“Milza Blues” di Davide Ficarra: il sussulto rabbioso e dolente di una generazione

Milza Blues è una zampata felina. E mi ricorda inevitabilmente lo slancio di Davide alla “conquista” di una Presidenza imbolsita e sin troppo prudente che permise alla Pantera, movimento allora nascente, di egemonizzare l’orientamento di un’Assemblea di Ateneo. Correva l’anno 1989.

Milza Blues

Milza Blues (Navarra Editore, 2017) è azione, nel ritmo, blues per l’appunto, nello sviluppo e nei presupposti: azione come modo per imprimere una traiettoria diversa alla realtà delle cose.

È azione come lo è la biografia politica dell’autore, Davide Ficarra, fertile e concreto animatore della vita politica palermitana, oltre i rituali e le confessioni, costruttore paziente di conflitto.

Milza Blues è il farsi di un conflitto come urgenza personale, ancor prima che politica.

Come un vero blues il romanzo ci colpisce, senza preavviso alcuno, e senza inutili giri di note ci assesta un diretto proiettandoci nel ventre molle di una città che a cavallo tra anni ’60 e ’70 comincia a decomporsi irreparabilmente.

Il blues diventa il sottofondo di esistenze relegate ai margini da un sistema di potere politico mafioso, una dichiarazione di sopravvivenza che entro una cornice ritmica ci offre insieme le tonalità alte e improvvise del pianto e della rivolta.

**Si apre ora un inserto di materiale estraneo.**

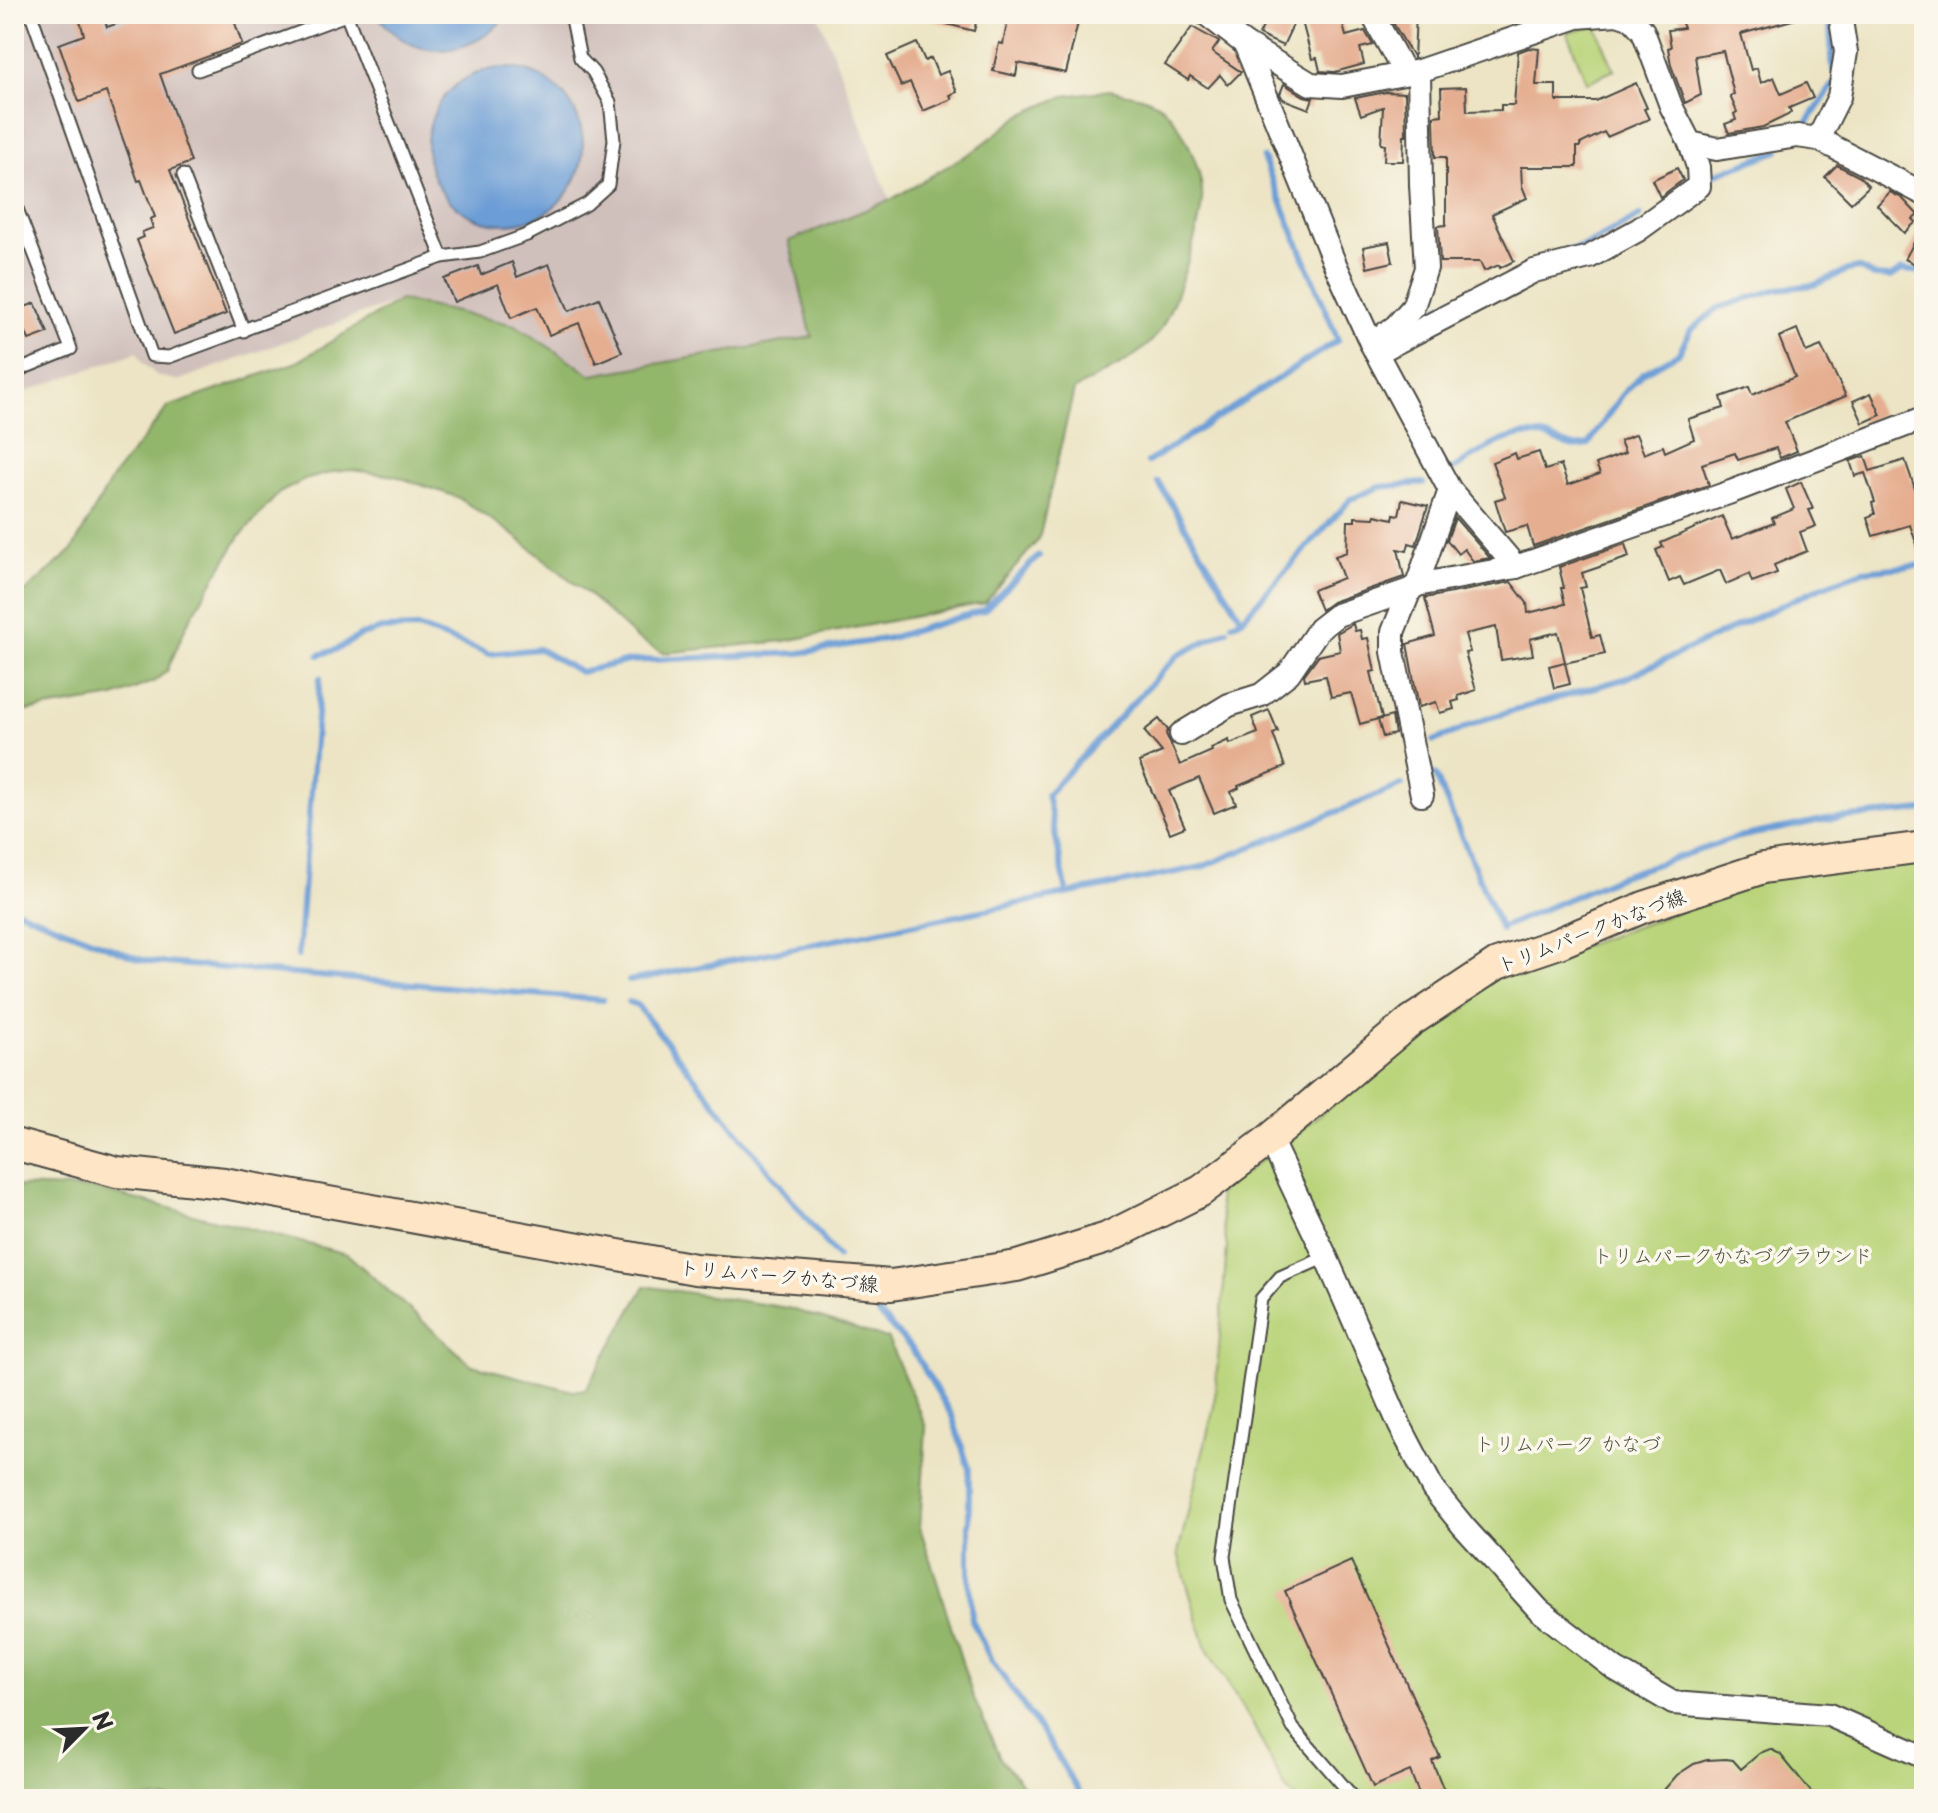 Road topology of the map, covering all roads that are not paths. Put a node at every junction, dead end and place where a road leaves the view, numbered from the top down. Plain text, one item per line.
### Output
1 (31, 14) edge
2 (571, 14) edge
3 (1206, 14) edge
4 (1372, 14) edge
5 (1840, 14) edge
6 (346, 15) edge
7 (1578, 16) edge
8 (1245, 44) junction
9 (198, 70) dead end
10 (1411, 72) junction
11 (1818, 139) junction
12 (1690, 143) junction
13 (183, 175) dead end
14 (1924, 194) edge
15 (14, 201) edge
16 (442, 257) junction
17 (244, 331) junction
18 (1374, 348) junction
19 (14, 372) edge
20 (1924, 418) edge
21 (1450, 490) junction
22 (1516, 567) junction
23 (1413, 587) junction
24 (1181, 734) dead end
25 (1422, 795) dead end
26 (1924, 847) edge
27 (1270, 1139) junction
28 (14, 1144) edge
29 (1326, 1257) junction
30 (1924, 1757) edge
31 (1355, 1799) edge

1 - 17 lane
2 - 16 lane
3 - 8 street
4 - 10 street
5 - 11 street
6 - 9 lane
6 - 16 lane
7 - 10 street
7 - 12 street
8 - 10 street
8 - 18 street
10 - 18 street
11 - 12 street
11 - 14 street
12 - 18 street
13 - 17 lane
15 - 19 lane
16 - 17 lane
18 - 21 street
20 - 22 street
21 - 22 street
21 - 23 street
22 - 23 street
23 - 24 street
23 - 25 street
26 - 27 main road, トリムパークかなづ線
27 - 28 main road, トリムパークかなづ線
27 - 29 street
29 - 30 street
29 - 31 lane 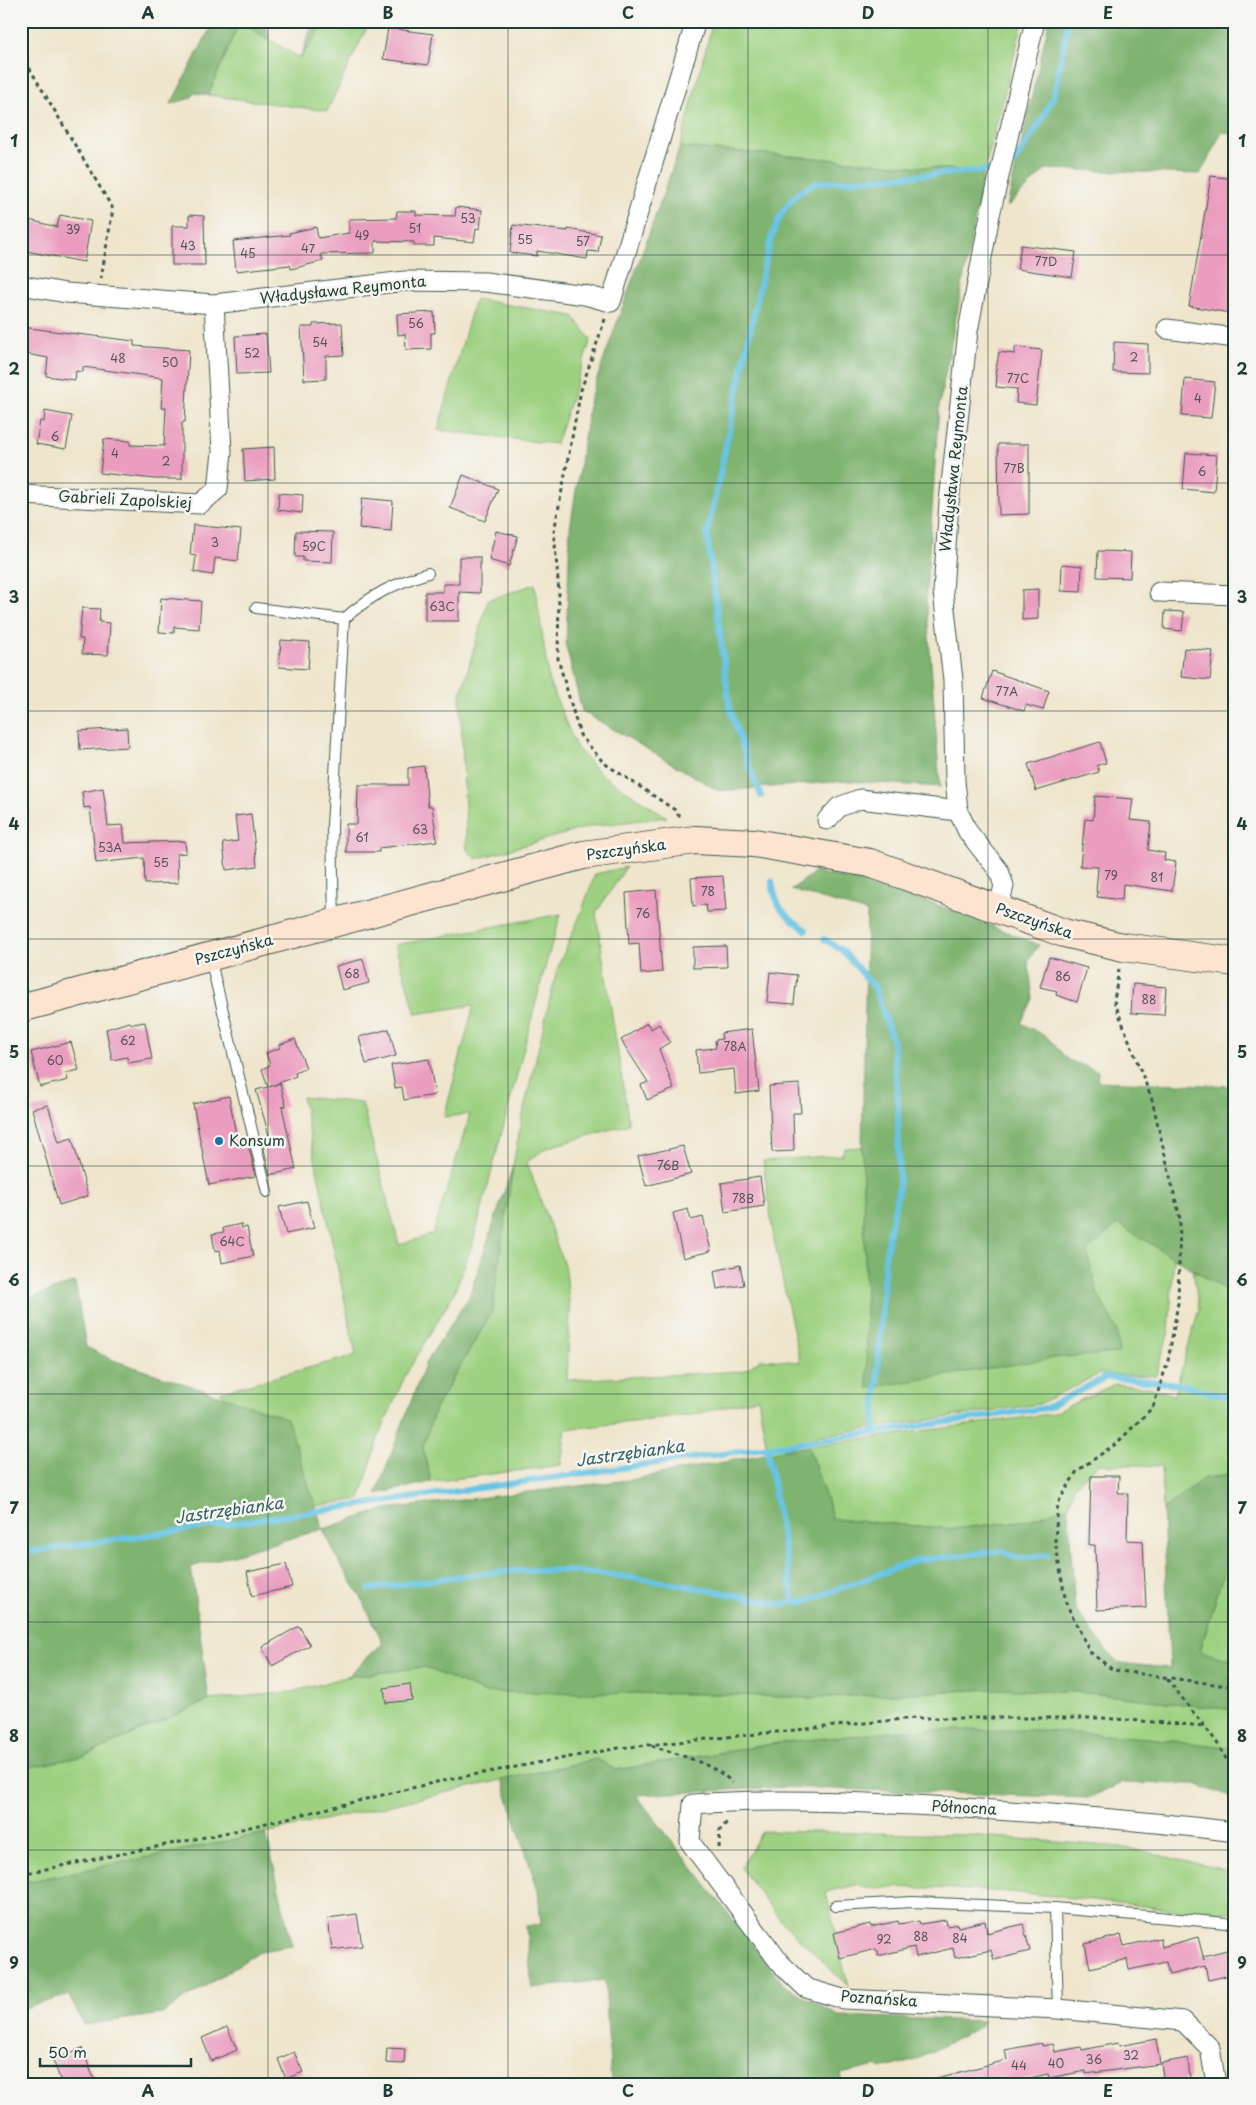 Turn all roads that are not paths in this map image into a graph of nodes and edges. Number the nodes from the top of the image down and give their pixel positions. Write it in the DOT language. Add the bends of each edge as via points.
graph roads {
  1 [pos="696,21"];
  2 [pos="1035,21"];
  3 [pos="21,285"];
  4 [pos="214,304"];
  5 [pos="1167,329"];
  6 [pos="1235,338"];
  7 [pos="21,495"];
  8 [pos="428,574"];
  9 [pos="1159,592"];
  10 [pos="1235,596"];
  11 [pos="256,608"];
  12 [pos="344,619"];
  13 [pos="958,811"];
  14 [pos="827,820"];
  15 [pos="998,909"];
  16 [pos="334,923"];
  17 [pos="209,957"];
  18 [pos="1235,962"];
  19 [pos="21,1008"];
  20 [pos="266,1192"];
  21 [pos="693,1804"];
  22 [pos="1235,1832"];
  23 [pos="835,1906"];
  24 [pos="1054,1908"];
  25 [pos="1226,1922"];
  26 [pos="1058,2009"];
  27 [pos="1216,2084"];
  1 -- 4 [label="street, Władysława Reymonta" via="611,302 485,282 406,281"];
  2 -- 13 [label="street, Władysława Reymonta" via="990,215 968,331 949,502 943,592 953,680"];
  3 -- 4 [label="street, Władysława Reymonta" via="66,293"];
  4 -- 7 [label="street, Gabrieli Zapolskiej" via="222,452 218,489 200,504"];
  5 -- 6 [label="street"];
  8 -- 12 [label="lane" via="397,583 363,602"];
  9 -- 10 [label="street"];
  11 -- 12 [label="lane"];
  12 -- 16 [label="lane" via="332,826"];
  13 -- 14 [label="street" via="860,799 839,807"];
  13 -- 15 [label="street, Władysława Reymonta" via="968,832 999,871 1004,886"];
  15 -- 16 [label="street, Pszczyńska" via="870,863 754,843 695,840 583,855"];
  15 -- 18 [label="street, Pszczyńska" via="1064,933 1123,947"];
  16 -- 17 [label="street, Pszczyńska"];
  17 -- 19 [label="street, Pszczyńska"];
  17 -- 20 [label="lane"];
  21 -- 22 [label="street, Północna" via="848,1802 1162,1822"];
  21 -- 26 [label="street, Poznańska" via="690,1842 780,1963 806,1988 843,1999"];
  23 -- 24 [label="lane" via="913,1902"];
  24 -- 25 [label="lane"];
  24 -- 26 [label="lane"];
  26 -- 27 [label="street, Poznańska" via="1182,2021 1210,2048"];
} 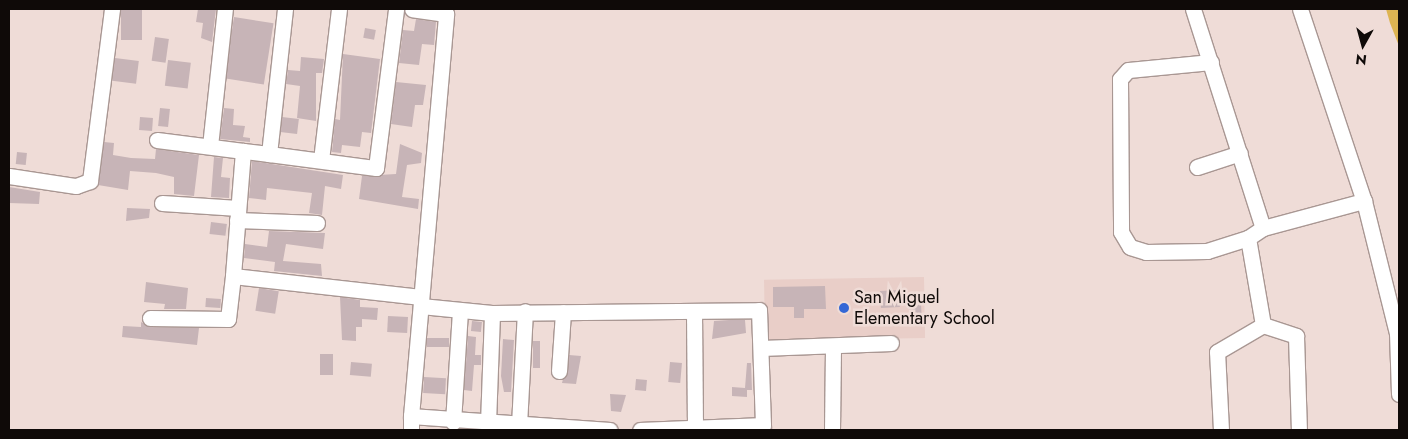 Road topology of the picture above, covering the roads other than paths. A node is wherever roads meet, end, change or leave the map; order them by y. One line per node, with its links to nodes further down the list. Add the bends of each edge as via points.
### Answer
1 (112, 9): 17 (street, via 90,181 76,186)
2 (225, 9): 11 (street)
3 (285, 9): 14 (street)
4 (339, 9): 15 (street)
5 (396, 9): 15 (street, via 379,166)
6 (412, 9): 25 (street, via 444,12)
7 (1193, 9): 9 (street)
8 (1300, 9): 18 (street)
9 (1211, 62): 13 (street); 23 (street, via 1128,70 1120,79 1121,232 1130,247 1146,252 1207,251)
10 (157, 140): 11 (street)
11 (210, 146): 12 (street)
12 (243, 151): 14 (street); 20 (street)
13 (1240, 153): 16 (street); 22 (street)
14 (269, 154): 15 (street)
15 (321, 160)
16 (1197, 167)
17 (9, 176)
18 (1364, 201): 22 (street); 37 (street, via 1397,333)
19 (162, 203): 20 (street)
20 (238, 214): 21 (street); 24 (street)
21 (317, 223)
22 (1263, 228): 23 (street)
23 (1248, 238): 32 (street)
24 (233, 276): 25 (street); 31 (street, via 228,319)
25 (421, 302): 27 (street); 39 (street)
26 (526, 311): 28 (street); 30 (street); 41 (street)
27 (460, 312): 30 (street); 38 (street)
28 (563, 312): 29 (street); 36 (street)
29 (694, 312): 35 (street, via 759,310); 42 (street)
30 (492, 313): 40 (street)
31 (150, 318)
32 (1263, 325): 47 (street, via 1217,352); 48 (street, via 1296,336)
33 (891, 343): 34 (street)
34 (833, 347): 35 (street); 46 (street)
35 (762, 348): 45 (street, via 763,426)
36 (559, 371)
37 (1399, 394)
38 (453, 422): 39 (street); 40 (street)
39 (411, 423)
40 (488, 423): 41 (street)
41 (519, 425): 43 (street)
42 (696, 429): 44 (street); 45 (street)
43 (610, 430)
44 (640, 430)
45 (714, 430)
46 (832, 430)
47 (1221, 430)
48 (1299, 430)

Protagonisti sono quattro ragazzini di un quartiere popolare di Palermo nel corso degli anni ’70, necessariamente destinati ad entrare in rotta di collisione con il boss del quartiere, i suoi cani da guardia e le logiche che ne consolidano il potere.

Pochi ma saldi principi, un tenue legame con il Partito Comunista di quegli anni, rende questi ragazzi nel loro appropinquarsi alla vita, l’immagine di una generazione che ha vissuto con enorme frustrazione e con senso di oppressione gli anni più bui della storia di Palermo; il medesimo scenario che ci racconta PIF nel suo “La mafia uccide solo d’estate”, ma con una prospettiva in questo caso fantasmagorica e quasi mitologica.

E l’unico modo di fottere i mafiosi diventa quello dell’azione, giocoforza illegale e clandestina, in un quadro di complicità sociali ed istituzionali che ha reso effettivamente la mafia di quegli anni un potere tetragono e intoccabile.

Ecco perché ci identifichiamo in quei ragazzi, che sono le personificazioni delle nostre fantasie adolescenziali di giustizia, che conchiudono la nostra stramaledetta voglia di manifestare il nostro irreprimibile disprezzo ad un mafioso, un malacarne, un malamente.

Davide Ficarra

E all’autore il grande merito di aver dato la vita a quei nostri voli pindarici, a quelle nostre fantasie donchisciottesche, di ragazzi che, nel clima delle guerre di mafia e dei primi grandi attentati ai rappresentanti delle istituzioni, hanno interiorizzato un profondo senso di odio verso una città che trasmetteva nell’aria la pesantezza del piombo.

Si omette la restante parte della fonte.